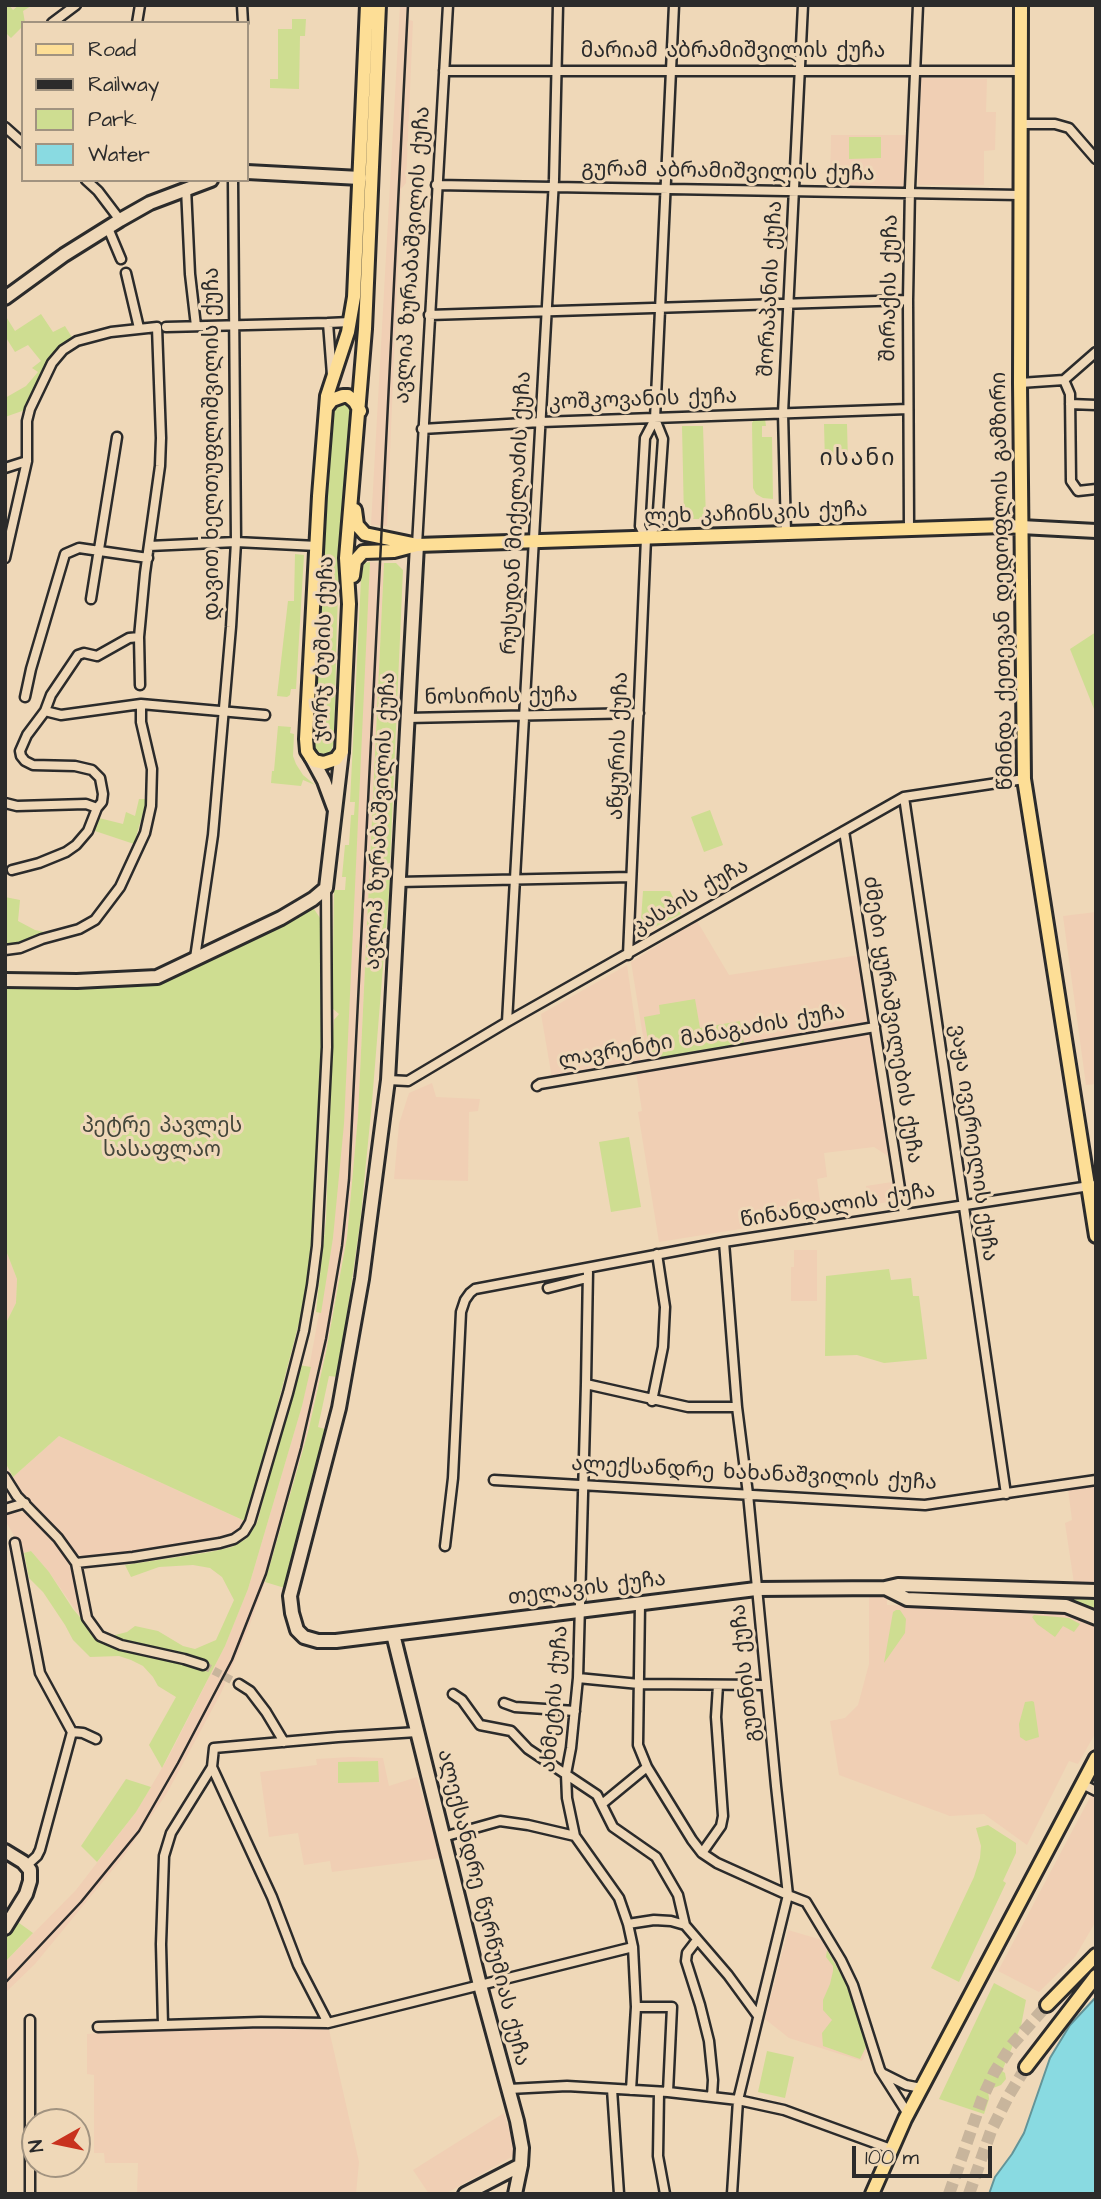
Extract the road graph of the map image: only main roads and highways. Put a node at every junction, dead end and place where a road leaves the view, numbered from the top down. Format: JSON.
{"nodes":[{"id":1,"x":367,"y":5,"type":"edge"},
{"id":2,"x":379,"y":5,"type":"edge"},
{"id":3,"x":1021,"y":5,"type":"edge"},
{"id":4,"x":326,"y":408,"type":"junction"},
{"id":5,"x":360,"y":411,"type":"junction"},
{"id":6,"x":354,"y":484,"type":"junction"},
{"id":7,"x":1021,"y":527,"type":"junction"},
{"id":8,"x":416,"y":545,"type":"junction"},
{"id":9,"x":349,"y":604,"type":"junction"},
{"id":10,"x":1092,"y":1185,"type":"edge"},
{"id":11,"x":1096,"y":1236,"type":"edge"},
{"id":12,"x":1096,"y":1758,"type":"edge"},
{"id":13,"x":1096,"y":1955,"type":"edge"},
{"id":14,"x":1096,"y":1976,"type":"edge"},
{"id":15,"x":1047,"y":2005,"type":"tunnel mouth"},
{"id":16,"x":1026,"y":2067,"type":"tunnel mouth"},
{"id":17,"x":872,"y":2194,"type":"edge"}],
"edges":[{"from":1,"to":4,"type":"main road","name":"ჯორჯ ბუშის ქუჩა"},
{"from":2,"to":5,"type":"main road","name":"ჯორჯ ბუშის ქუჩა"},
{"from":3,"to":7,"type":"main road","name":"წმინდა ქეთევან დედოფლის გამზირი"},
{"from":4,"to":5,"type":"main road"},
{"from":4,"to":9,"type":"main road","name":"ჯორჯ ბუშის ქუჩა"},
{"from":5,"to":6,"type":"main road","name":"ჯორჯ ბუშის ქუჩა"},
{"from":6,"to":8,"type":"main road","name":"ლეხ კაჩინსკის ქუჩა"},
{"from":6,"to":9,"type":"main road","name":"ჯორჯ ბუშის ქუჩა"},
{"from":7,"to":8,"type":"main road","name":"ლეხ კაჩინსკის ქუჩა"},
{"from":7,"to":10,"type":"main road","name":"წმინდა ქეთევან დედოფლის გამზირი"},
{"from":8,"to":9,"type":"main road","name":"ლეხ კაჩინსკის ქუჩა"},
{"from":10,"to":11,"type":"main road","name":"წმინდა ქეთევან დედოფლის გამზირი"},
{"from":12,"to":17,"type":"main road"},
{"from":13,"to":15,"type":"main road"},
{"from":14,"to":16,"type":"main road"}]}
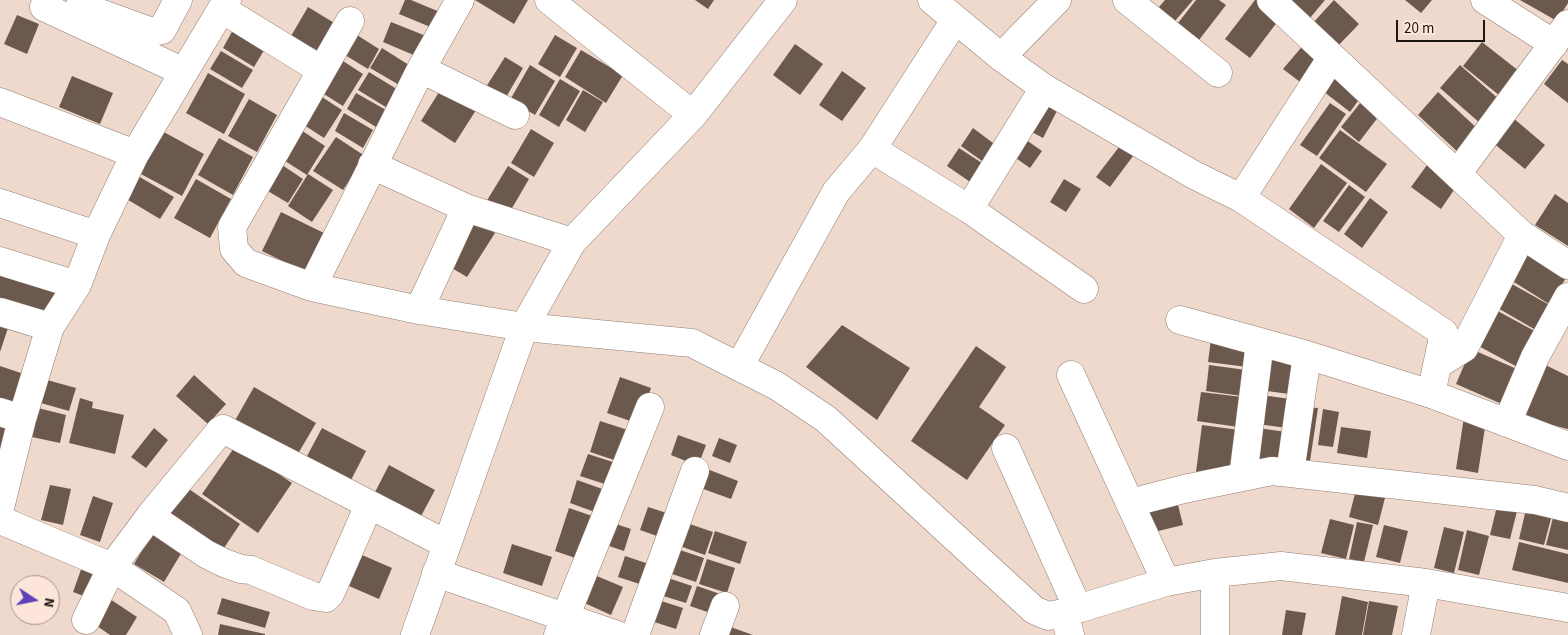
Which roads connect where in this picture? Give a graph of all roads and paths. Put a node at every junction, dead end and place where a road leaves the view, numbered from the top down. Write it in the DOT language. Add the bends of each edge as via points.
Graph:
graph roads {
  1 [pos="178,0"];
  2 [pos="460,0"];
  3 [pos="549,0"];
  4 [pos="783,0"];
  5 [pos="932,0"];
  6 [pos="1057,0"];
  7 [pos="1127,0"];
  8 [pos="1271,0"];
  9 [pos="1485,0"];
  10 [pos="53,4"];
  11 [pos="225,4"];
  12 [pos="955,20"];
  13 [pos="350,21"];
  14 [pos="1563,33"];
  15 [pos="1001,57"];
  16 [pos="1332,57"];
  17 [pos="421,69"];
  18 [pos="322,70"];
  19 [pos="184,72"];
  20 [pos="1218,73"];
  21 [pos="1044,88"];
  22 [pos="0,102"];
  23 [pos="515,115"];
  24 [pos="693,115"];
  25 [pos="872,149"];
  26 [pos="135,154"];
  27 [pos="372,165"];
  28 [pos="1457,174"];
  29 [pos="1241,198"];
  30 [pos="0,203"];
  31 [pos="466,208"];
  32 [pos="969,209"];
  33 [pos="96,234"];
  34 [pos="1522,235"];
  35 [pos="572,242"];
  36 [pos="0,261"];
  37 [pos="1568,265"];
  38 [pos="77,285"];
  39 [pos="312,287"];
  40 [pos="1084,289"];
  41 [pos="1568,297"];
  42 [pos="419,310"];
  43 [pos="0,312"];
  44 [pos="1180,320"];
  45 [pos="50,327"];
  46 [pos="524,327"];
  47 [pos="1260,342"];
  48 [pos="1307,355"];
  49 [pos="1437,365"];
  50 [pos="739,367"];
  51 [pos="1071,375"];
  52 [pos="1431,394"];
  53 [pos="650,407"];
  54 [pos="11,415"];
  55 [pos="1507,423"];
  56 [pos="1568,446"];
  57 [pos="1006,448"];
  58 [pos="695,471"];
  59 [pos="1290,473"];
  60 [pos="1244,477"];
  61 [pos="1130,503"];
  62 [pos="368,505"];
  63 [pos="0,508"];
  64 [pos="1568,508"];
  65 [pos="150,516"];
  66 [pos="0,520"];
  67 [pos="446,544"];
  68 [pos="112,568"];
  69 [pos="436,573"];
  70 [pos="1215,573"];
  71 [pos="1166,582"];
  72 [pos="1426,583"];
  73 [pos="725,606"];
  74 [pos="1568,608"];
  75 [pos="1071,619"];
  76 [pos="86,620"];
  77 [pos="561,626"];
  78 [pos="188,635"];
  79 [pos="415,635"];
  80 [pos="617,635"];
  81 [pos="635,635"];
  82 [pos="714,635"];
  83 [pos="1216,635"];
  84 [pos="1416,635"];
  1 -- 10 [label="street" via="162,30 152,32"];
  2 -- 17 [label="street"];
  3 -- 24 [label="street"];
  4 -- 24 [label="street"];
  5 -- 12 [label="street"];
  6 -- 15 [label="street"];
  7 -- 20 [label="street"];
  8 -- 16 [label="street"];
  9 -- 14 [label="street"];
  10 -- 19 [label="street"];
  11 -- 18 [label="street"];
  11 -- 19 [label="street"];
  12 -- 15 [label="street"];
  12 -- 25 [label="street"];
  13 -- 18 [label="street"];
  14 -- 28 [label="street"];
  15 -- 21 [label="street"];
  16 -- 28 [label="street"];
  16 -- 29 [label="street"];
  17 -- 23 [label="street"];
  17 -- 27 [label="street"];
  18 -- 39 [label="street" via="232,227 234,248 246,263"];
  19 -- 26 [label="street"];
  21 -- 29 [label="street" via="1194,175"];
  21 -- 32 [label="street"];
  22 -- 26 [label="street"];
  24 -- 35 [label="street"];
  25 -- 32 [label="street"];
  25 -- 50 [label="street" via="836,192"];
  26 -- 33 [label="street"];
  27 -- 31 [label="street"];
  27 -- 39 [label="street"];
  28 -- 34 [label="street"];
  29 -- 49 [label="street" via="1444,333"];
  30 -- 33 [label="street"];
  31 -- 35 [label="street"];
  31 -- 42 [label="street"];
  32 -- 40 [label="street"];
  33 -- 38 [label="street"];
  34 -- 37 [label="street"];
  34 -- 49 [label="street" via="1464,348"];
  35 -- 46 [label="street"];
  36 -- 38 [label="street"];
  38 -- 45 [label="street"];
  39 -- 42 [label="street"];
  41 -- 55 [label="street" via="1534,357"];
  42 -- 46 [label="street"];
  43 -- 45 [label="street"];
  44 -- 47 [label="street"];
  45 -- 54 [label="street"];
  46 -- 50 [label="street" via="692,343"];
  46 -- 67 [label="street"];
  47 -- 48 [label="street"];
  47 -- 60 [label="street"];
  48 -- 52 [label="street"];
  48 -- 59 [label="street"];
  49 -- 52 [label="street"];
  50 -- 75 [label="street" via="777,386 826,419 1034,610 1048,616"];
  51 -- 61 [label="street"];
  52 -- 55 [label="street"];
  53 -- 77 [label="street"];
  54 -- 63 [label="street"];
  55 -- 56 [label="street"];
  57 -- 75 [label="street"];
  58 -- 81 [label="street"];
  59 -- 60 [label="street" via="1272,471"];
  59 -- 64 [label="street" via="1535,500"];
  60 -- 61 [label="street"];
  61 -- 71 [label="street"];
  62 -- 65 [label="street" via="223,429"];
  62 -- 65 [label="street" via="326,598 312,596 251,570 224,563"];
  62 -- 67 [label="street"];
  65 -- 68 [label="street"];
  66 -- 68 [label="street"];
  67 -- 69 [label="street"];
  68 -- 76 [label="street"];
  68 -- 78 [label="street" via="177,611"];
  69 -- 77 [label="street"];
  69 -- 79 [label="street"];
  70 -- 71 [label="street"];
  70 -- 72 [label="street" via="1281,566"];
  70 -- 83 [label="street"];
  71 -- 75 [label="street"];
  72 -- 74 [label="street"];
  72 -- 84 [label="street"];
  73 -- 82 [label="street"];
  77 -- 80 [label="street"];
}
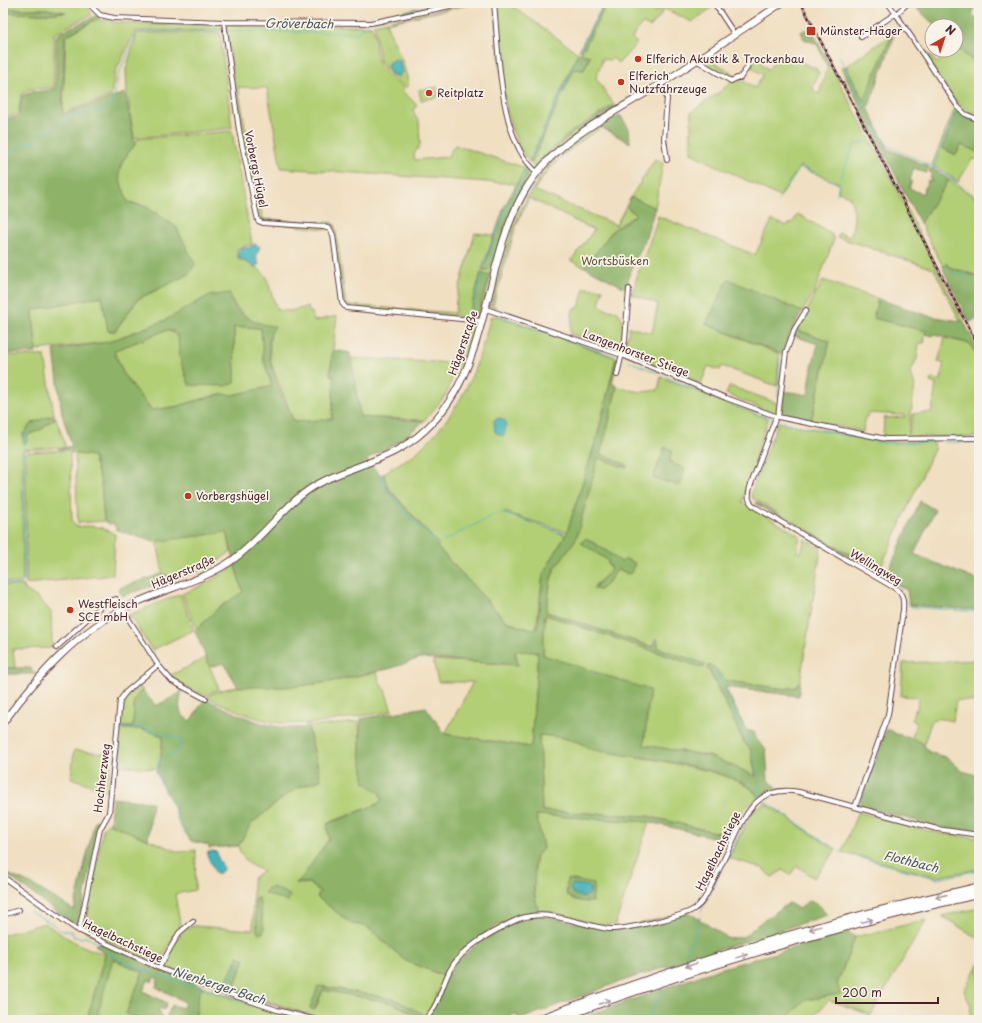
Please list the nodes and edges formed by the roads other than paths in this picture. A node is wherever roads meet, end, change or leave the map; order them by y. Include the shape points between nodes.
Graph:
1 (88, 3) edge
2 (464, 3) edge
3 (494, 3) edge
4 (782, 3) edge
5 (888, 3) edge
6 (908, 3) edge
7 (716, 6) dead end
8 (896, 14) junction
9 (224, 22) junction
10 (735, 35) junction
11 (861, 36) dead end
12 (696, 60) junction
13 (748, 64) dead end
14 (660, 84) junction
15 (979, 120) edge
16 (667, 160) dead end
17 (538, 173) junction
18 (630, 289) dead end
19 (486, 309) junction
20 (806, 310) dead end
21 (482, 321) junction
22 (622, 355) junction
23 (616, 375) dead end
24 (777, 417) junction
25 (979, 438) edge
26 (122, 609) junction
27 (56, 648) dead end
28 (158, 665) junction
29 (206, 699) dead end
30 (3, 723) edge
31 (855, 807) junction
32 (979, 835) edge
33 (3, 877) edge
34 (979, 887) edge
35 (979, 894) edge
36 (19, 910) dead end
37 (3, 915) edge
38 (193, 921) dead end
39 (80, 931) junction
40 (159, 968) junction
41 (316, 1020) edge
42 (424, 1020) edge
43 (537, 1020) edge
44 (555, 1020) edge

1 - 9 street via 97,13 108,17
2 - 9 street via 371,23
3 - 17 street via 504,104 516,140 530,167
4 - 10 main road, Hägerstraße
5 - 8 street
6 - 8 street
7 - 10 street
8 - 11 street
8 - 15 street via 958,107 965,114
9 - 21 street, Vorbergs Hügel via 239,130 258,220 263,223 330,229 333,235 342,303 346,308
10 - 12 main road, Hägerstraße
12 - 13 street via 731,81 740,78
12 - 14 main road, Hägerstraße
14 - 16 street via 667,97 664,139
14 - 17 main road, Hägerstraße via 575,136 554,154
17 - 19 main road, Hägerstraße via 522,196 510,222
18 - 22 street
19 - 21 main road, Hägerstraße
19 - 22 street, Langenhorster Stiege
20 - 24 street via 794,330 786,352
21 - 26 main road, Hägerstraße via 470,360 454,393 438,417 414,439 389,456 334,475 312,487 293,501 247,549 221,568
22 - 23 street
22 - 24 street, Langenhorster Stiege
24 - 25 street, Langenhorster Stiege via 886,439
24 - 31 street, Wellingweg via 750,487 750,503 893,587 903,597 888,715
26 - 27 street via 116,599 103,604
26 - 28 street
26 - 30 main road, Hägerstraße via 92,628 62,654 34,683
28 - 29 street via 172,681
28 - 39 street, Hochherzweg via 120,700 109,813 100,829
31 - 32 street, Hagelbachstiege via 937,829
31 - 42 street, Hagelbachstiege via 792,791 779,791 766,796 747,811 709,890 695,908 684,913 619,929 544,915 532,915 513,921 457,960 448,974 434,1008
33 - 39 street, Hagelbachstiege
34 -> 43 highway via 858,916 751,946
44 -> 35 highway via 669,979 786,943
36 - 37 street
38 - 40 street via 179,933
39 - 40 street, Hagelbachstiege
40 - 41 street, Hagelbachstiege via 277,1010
########
DESCRIPTION OF THE TASK -> Looking at the material above, count the lines that carry the word "leaves" and answer with the count alone.

SOLUTION TO THE PROBLEM -> 2